There’s no doubt that plant-based diets are on the rise and with 1st October marking World Vegetarian Day, it seems there’s a variety to suit every taste.
Broadly speaking, vegetarianism is an abstinence from meat and by-products of animal slaughter. Veganism extends this to all animal products including eggs and dairy. In between there are various versions concerning the consumption or not of fish, insects and even some vegetables.
The first record of a vegetarian lifestyle is in India 3,000 years ago as part of the ancient religion of Jainism which preaches non-violence to all creatures. Monks were forbidden to walk on grass for fear of harming insects and root vegetables shunned as unearthing and eating them can kill micro-organisms.
In China, Buddhism and its advocacy of non-violence also led to a vegetarian lifefstyle. As with Jainism, some Buddhists also include certain vegetables on the avoid list, though for a different reason. Members of the allium family such as garlic, onions and leeks are shunned as the odour can offend fellow believers at prayer. It is also held that eaten raw these plants can make you irritable and cooked arouse passion – neither of which are conducive to peaceful meditation.
Schoolchildren throughout the land will be well versed in Pythagoras theory, with the ancient Greek coming up with a solution to maths problems still in use today.
However, you may not be aware that Pythagoras was portrayed as a vegan and this led to people of a similar persuasion being dubbed Pythagoreans across the English-speaking world.
It wasn’t until the mid-19th century that the term vegetarian was coined and the first vegetarian society was formed, with one of the earliest groups emerging in the completely inappropriately named London suburb of Ham.
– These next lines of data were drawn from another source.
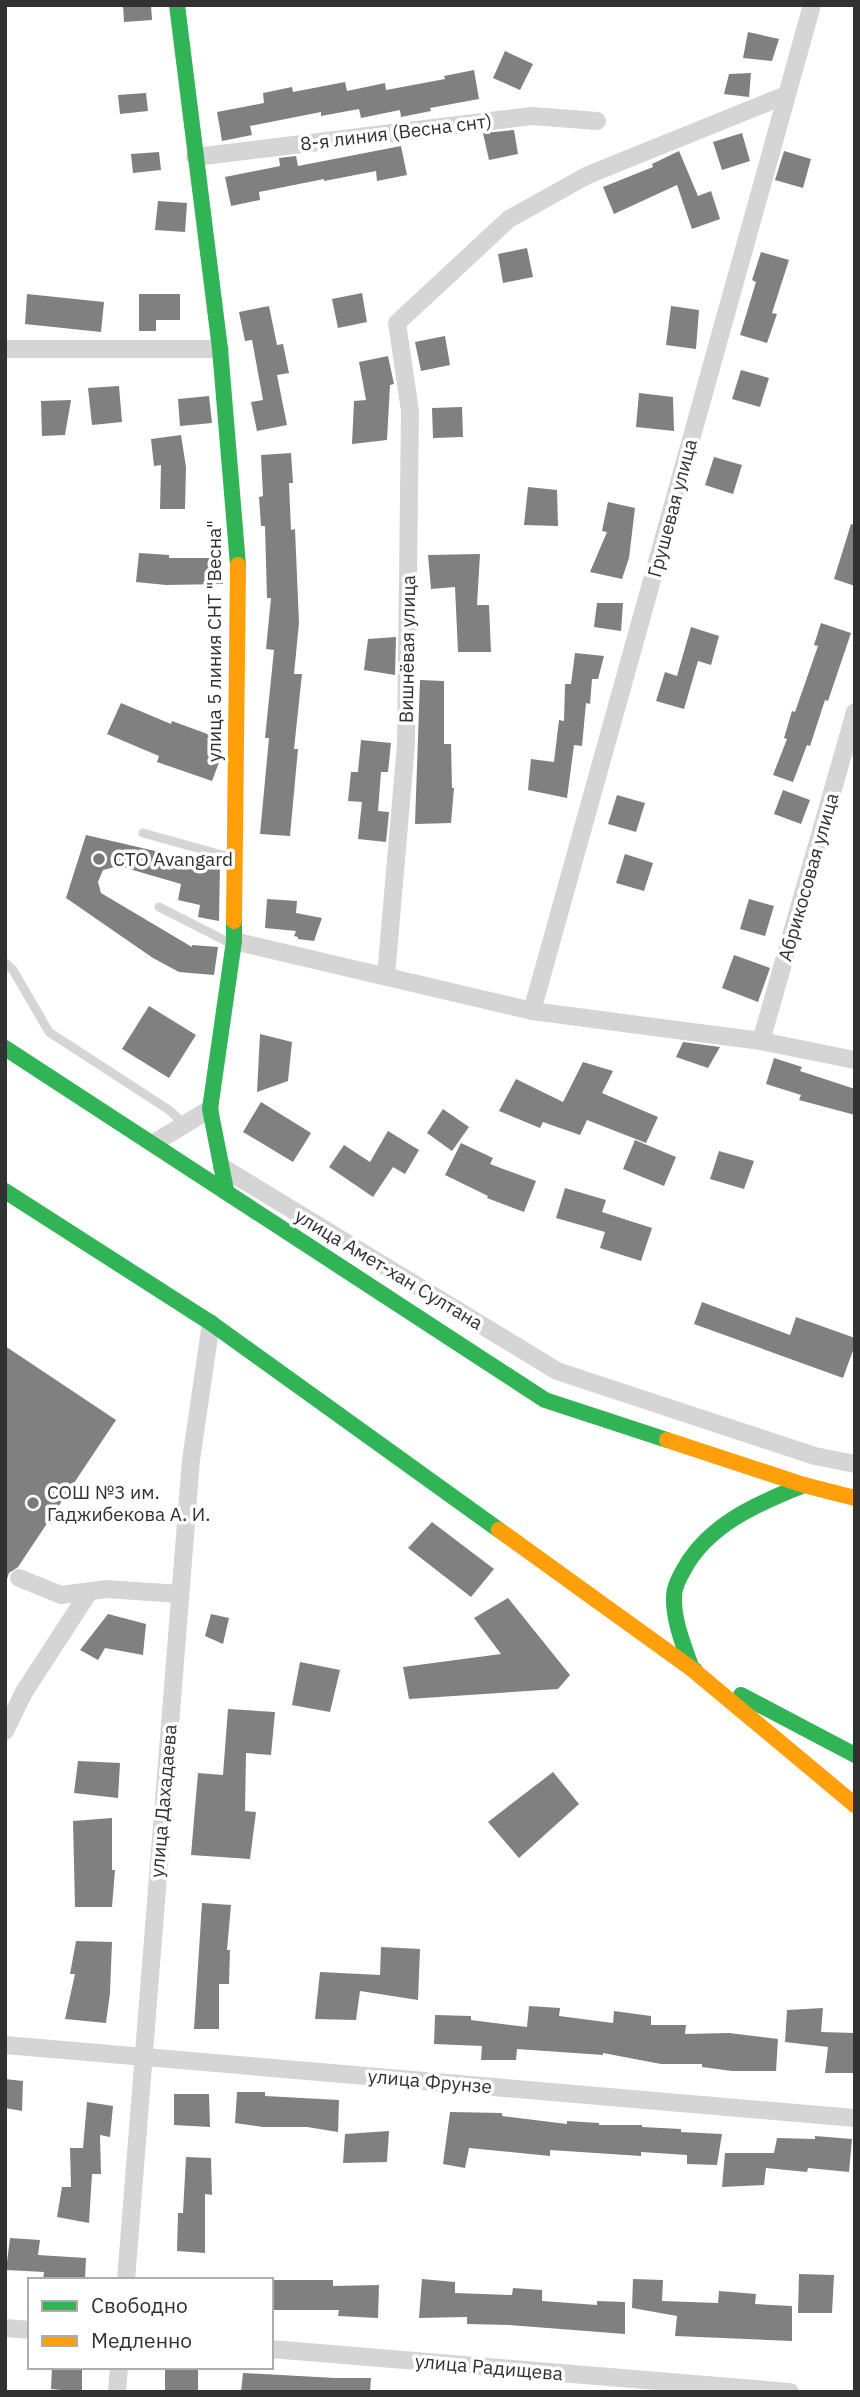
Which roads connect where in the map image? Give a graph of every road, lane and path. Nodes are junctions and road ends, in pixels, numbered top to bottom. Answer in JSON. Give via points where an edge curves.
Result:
{"nodes":[{"id":1,"x":177,"y":5,"type":"edge"},
{"id":2,"x":812,"y":5,"type":"edge"},
{"id":3,"x":786,"y":95,"type":"junction"},
{"id":4,"x":597,"y":121,"type":"dead end"},
{"id":5,"x":195,"y":157,"type":"junction"},
{"id":6,"x":220,"y":348,"type":"junction"},
{"id":7,"x":5,"y":349,"type":"edge"},
{"id":8,"x":855,"y":712,"type":"edge"},
{"id":9,"x":143,"y":833,"type":"dead end"},
{"id":10,"x":235,"y":858,"type":"junction"},
{"id":11,"x":159,"y":907,"type":"dead end"},
{"id":12,"x":234,"y":943,"type":"junction"},
{"id":13,"x":5,"y":963,"type":"edge"},
{"id":14,"x":386,"y":976,"type":"junction"},
{"id":15,"x":532,"y":1011,"type":"junction"},
{"id":16,"x":761,"y":1041,"type":"junction"},
{"id":17,"x":5,"y":1048,"type":"edge"},
{"id":18,"x":5,"y":1059,"type":"edge"},
{"id":19,"x":855,"y":1060,"type":"edge"},
{"id":20,"x":36,"y":1068,"type":"junction"},
{"id":21,"x":210,"y":1109,"type":"junction"},
{"id":22,"x":185,"y":1125,"type":"junction"},
{"id":23,"x":154,"y":1143,"type":"junction"},
{"id":24,"x":222,"y":1167,"type":"junction"},
{"id":25,"x":226,"y":1190,"type":"junction"},
{"id":26,"x":5,"y":1191,"type":"edge"},
{"id":27,"x":211,"y":1323,"type":"junction"},
{"id":28,"x":855,"y":1464,"type":"edge"},
{"id":29,"x":804,"y":1485,"type":"junction"},
{"id":30,"x":855,"y":1498,"type":"edge"},
{"id":31,"x":19,"y":1578,"type":"dead end"},
{"id":32,"x":89,"y":1592,"type":"junction"},
{"id":33,"x":180,"y":1594,"type":"junction"},
{"id":34,"x":692,"y":1668,"type":"junction"},
{"id":35,"x":5,"y":1731,"type":"edge"},
{"id":36,"x":855,"y":1755,"type":"edge"},
{"id":37,"x":855,"y":1805,"type":"edge"},
{"id":38,"x":5,"y":2045,"type":"edge"},
{"id":39,"x":142,"y":2056,"type":"junction"},
{"id":40,"x":855,"y":2118,"type":"edge"},
{"id":41,"x":126,"y":2278,"type":"edge"},
{"id":42,"x":5,"y":2328,"type":"edge"},
{"id":43,"x":28,"y":2330,"type":"edge"},
{"id":44,"x":273,"y":2349,"type":"edge"},
{"id":45,"x":119,"y":2369,"type":"edge"},
{"id":46,"x":117,"y":2392,"type":"edge"},
{"id":47,"x":790,"y":2392,"type":"edge"}],
"edges":[{"from":1,"to":5,"type":"main road","name":"улица 5 линия СНТ \"Весна\""},
{"from":2,"to":3,"type":"street","name":"Грушевая улица"},
{"from":3,"to":14,"type":"street","name":"Вишнёвая улица","via":[[588,175],[509,219],[397,323],[410,411],[406,744]]},
{"from":3,"to":15,"type":"street","name":"Грушевая улица"},
{"from":4,"to":5,"type":"street","name":"8-я линия (Весна снт)","via":[[532,116]]},
{"from":5,"to":6,"type":"main road","name":"улица 5 линия СНТ \"Весна\""},
{"from":6,"to":7,"type":"street"},
{"from":6,"to":10,"type":"main road","name":"улица 5 линия СНТ \"Весна\"","via":[[238,550]]},
{"from":8,"to":16,"type":"street","name":"Абрикосовая улица"},
{"from":9,"to":10,"type":"lane"},
{"from":10,"to":12,"type":"main road","name":"улица 5 линия СНТ \"Весна\""},
{"from":11,"to":12,"type":"lane"},
{"from":12,"to":14,"type":"street"},
{"from":12,"to":21,"type":"main road","name":"улица 5 линия СНТ \"Весна\""},
{"from":13,"to":22,"type":"lane","via":[[49,1032]]},
{"from":14,"to":15,"type":"street"},
{"from":15,"to":16,"type":"street"},
{"from":16,"to":19,"type":"street"},
{"from":17,"to":20,"type":"main road"},
{"from":18,"to":20,"type":"main road"},
{"from":20,"to":23,"type":"main road"},
{"from":21,"to":22,"type":"street"},
{"from":21,"to":24,"type":"main road","name":"улица 5 линия СНТ \"Весна\""},
{"from":22,"to":23,"type":"street"},
{"from":23,"to":25,"type":"main road"},
{"from":24,"to":25,"type":"main road","name":"улица 5 линия СНТ \"Весна\""},
{"from":24,"to":28,"type":"street","name":"улица Амет-хан Султана","via":[[557,1371],[815,1456]]},
{"from":25,"to":29,"type":"main road","via":[[545,1400]]},
{"from":26,"to":27,"type":"main road"},
{"from":27,"to":33,"type":"street","name":"улица Дахадаева","via":[[191,1460]]},
{"from":27,"to":34,"type":"main road"},
{"from":29,"to":30,"type":"main road"},
{"from":29,"to":34,"type":"main road","via":[[716,1530],[685,1564],[674,1592],[676,1618]]},
{"from":31,"to":32,"type":"street","via":[[61,1595]]},
{"from":32,"to":33,"type":"street"},
{"from":32,"to":35,"type":"street","via":[[24,1692]]},
{"from":33,"to":39,"type":"street","name":"улица Дахадаева"},
{"from":34,"to":36,"type":"main road"},
{"from":34,"to":37,"type":"main road"},
{"from":38,"to":39,"type":"street","name":"улица Фрунзе"},
{"from":39,"to":40,"type":"street","name":"улица Фрунзе"},
{"from":39,"to":41,"type":"street","name":"улица Дахадаева"},
{"from":42,"to":43,"type":"street"},
{"from":44,"to":47,"type":"street","name":"улица Радищева"},
{"from":45,"to":46,"type":"street"}]}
If the roots of vegetarianism lie in religion, the belief it offers a healthier and more sustainable lifestyle has gathered support and added to the numbers in more recent times with mounting evidence to suggest vegan products are entering the mainstream.
A survey by Mintel released this month reveals nearly one third of shoppers in Britain opt for plant-based milk as opposed to dairy. Oat milk was most popular, with soya, almond and rice milk also attracting support in a market now worth £146m a year.
If you opt for plant-based food because of religious, ethical, taste or health reasons – or simply because you fancy a change – food labelling regulations ensure shoppers can now generally tell at a glance whether products are vegan.
And, whether it’s a delicious vegetable samosa or a spring roll, a falafel or a hash brown, remember SK offers a world of options when it comes to meat free choices.
- 50g grated carrot
- 50g beansprouts
- 50g diced red pepper
- 1 spring onion, finely chopped
- Ready made filo pastry
- Chilli sauce for dipping
Preheat the oven to 220C/Gas 7. Line a baking tray with greaseproof paper.
Mix the carrot, beansprouts spring onion, red pepper and sweet chilli sauce together in a bowl.
Lay a piece of filo pastry on the work surface in a diamond shape. Brush with a little oil, then cover with another piece of pastry. Brush with more oil.
Spoon one-quarter of the filling onto the corner nearest you. Fold this corner towards the centre and tuck it under the filling. Fold the two outside corners in towards the middle so it looks like an envelope. Brush with oil, then roll up the pastry to look like a sausage. Repeat with the remaining mixture and pastry.
Bake in the oven for 15-20 minutes, or until crisp and golden-brown.